Spain is set to scrap its 'golden visa' scheme that grants residency to foreign property buyers, it was announced by prime minister Pedro Sanchez on Monday.

Bringing an end to the programme would help to make access to affordable housing "a right instead of a speculative business," the PM stated.

The scheme grants special permits to non-EU residents who invest a minimum of €500,000 in Spanish real estate without requiring a mortgage, enabling them to reside and work in the country for a duration of three years.

"Today, 94 out of every 100 such visas are linked to real estate investment...in major cities that are facing a highly stressed market and where it's almost impossible to find decent housing for those who already live, work and pay their taxes there," Sanchez commented.

The prime minister went on to add that the government would begin the process to conclude the programme at the weekly cabinet meeting on Tuesday, after reviewing a report filed by the Housing Ministry, Reuters reports.

According to government figures, from the launch of the golden visa scheme in 2013 until November 2022, Spain granted almost 5,000 permits.

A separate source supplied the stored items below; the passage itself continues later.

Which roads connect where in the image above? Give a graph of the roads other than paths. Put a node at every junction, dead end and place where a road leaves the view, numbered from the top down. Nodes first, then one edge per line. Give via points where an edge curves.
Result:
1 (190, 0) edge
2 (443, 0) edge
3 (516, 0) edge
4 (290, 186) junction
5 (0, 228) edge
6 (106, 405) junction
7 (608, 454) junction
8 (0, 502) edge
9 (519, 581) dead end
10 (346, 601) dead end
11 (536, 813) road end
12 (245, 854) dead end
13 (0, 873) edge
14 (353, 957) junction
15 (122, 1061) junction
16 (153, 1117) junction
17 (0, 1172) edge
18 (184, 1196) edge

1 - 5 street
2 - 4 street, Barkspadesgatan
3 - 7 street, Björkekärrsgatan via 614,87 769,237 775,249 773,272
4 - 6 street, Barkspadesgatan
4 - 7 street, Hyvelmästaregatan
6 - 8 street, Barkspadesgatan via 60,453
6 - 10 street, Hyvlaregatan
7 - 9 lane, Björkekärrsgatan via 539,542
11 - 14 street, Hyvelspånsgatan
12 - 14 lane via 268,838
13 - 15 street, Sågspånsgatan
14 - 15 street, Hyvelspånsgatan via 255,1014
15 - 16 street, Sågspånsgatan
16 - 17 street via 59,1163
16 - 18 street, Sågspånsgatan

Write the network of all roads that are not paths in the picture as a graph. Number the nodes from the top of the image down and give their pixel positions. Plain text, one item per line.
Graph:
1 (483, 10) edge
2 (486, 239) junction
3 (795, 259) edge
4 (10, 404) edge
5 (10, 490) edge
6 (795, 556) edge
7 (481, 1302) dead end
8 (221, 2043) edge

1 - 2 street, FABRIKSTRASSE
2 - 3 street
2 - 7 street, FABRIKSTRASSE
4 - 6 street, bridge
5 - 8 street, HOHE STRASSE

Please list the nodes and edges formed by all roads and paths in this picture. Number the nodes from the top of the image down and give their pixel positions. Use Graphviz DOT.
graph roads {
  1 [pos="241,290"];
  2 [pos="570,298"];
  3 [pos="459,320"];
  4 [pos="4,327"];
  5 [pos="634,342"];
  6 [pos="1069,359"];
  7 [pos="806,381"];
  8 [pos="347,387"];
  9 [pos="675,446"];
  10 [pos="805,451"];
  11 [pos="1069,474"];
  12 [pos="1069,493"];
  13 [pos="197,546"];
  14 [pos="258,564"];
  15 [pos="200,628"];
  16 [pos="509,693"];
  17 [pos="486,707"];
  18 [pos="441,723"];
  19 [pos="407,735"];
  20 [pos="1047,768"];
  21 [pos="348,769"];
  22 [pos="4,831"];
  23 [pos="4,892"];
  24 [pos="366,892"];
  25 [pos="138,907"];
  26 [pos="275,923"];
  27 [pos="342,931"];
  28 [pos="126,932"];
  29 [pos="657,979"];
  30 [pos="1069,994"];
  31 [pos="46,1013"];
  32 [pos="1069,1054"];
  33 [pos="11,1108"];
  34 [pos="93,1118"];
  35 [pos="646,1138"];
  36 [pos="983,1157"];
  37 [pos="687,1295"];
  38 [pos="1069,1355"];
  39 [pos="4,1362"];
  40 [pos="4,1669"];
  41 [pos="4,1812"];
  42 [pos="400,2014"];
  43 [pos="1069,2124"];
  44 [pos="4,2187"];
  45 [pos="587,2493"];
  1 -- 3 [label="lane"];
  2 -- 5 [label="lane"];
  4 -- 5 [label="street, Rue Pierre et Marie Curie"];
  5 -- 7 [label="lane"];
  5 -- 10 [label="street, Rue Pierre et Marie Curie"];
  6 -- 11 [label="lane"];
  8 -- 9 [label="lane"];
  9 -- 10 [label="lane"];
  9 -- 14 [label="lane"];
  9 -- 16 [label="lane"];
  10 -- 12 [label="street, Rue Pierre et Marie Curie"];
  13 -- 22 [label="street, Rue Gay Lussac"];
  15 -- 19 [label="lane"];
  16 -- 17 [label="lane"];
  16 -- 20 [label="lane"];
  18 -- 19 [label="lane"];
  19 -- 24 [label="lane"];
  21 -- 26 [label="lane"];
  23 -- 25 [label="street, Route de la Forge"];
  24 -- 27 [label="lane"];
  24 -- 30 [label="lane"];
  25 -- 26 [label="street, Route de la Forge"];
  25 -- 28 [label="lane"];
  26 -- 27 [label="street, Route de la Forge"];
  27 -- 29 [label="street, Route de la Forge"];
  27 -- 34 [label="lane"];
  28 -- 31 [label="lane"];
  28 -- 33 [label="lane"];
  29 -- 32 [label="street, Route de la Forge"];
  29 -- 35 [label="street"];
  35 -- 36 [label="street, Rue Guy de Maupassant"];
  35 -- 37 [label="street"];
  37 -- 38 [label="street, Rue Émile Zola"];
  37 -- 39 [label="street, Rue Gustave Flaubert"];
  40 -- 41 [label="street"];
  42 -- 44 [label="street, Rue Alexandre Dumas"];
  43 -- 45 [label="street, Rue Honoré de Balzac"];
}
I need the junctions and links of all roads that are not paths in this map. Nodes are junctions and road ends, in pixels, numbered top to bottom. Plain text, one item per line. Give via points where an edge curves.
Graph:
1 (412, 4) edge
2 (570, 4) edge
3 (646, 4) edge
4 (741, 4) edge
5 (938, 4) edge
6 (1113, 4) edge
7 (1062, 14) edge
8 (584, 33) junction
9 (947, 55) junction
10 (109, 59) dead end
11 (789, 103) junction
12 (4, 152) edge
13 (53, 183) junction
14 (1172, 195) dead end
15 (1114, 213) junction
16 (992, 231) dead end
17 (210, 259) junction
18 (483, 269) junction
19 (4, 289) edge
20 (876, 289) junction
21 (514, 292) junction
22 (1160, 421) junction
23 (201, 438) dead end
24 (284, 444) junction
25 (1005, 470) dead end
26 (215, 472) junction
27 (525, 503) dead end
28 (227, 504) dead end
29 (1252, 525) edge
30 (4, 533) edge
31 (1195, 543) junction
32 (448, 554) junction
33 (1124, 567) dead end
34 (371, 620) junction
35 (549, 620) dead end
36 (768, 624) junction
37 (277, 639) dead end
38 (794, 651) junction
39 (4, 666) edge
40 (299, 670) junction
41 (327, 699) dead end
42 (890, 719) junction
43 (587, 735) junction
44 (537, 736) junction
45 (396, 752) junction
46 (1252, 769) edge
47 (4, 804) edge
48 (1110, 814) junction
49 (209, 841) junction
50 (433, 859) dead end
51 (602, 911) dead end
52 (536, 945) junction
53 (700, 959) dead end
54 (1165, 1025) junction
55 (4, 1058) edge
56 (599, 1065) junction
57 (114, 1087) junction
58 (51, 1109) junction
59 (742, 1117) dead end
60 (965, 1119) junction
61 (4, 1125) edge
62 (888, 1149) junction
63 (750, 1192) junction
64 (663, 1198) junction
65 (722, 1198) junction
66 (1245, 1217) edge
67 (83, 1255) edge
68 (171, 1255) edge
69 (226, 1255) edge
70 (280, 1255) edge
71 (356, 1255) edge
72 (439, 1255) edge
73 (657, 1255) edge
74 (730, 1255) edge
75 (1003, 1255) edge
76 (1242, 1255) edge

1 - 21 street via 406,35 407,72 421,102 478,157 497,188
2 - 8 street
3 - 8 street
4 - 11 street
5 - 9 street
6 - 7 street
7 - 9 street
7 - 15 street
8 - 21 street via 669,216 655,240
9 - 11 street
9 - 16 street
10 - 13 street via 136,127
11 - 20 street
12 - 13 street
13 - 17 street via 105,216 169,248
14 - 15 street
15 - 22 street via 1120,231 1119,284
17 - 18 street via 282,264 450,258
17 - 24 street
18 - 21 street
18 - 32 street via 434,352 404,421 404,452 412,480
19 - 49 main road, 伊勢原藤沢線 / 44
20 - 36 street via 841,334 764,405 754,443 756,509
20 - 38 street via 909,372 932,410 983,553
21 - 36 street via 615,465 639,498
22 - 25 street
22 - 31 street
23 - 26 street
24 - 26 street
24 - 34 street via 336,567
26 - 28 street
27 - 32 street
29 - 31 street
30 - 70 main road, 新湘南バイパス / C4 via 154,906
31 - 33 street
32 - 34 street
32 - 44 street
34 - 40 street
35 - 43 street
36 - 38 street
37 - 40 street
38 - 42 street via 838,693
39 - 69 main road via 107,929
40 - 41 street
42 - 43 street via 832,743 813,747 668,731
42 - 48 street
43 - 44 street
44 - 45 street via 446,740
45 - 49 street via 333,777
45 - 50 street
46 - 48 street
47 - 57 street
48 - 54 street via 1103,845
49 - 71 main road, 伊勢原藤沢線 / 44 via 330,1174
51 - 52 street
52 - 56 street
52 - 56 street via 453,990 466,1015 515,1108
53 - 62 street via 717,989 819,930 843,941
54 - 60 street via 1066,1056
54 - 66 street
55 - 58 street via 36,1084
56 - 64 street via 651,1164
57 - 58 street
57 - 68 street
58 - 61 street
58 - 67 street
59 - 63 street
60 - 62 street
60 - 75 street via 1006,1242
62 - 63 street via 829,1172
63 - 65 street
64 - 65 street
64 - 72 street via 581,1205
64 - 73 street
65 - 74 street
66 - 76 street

Chinese investors rank first on the list, with Russians following closely, having invested over €3.4 billion, as per a 2023 Transparency International report. The findings raised concerns about whether authorities had probed the source of these funds.

However, the move will unlikely impact the property market as under 0.1% of 4.5 million homes sold during that time were bought under the scheme, reports the Idealista property website.

According to Idealista spokesperson, Francisco Inareta, Spain's housing issue was not attributed to the golden visa scheme, but instead to a scarcity of supply and a surge in demand. 

"The measure announced today, which focuses on international buyers rather than encouraging new homes to come onto the market, is yet another misdiagnosis," Inareta stated.

Portugal recently overhauled its golden visa scheme, excluding real estate investment as a means to address its housing crisis. However, foreigners seeking residency rights can still place their funds in investment funds as an alternative.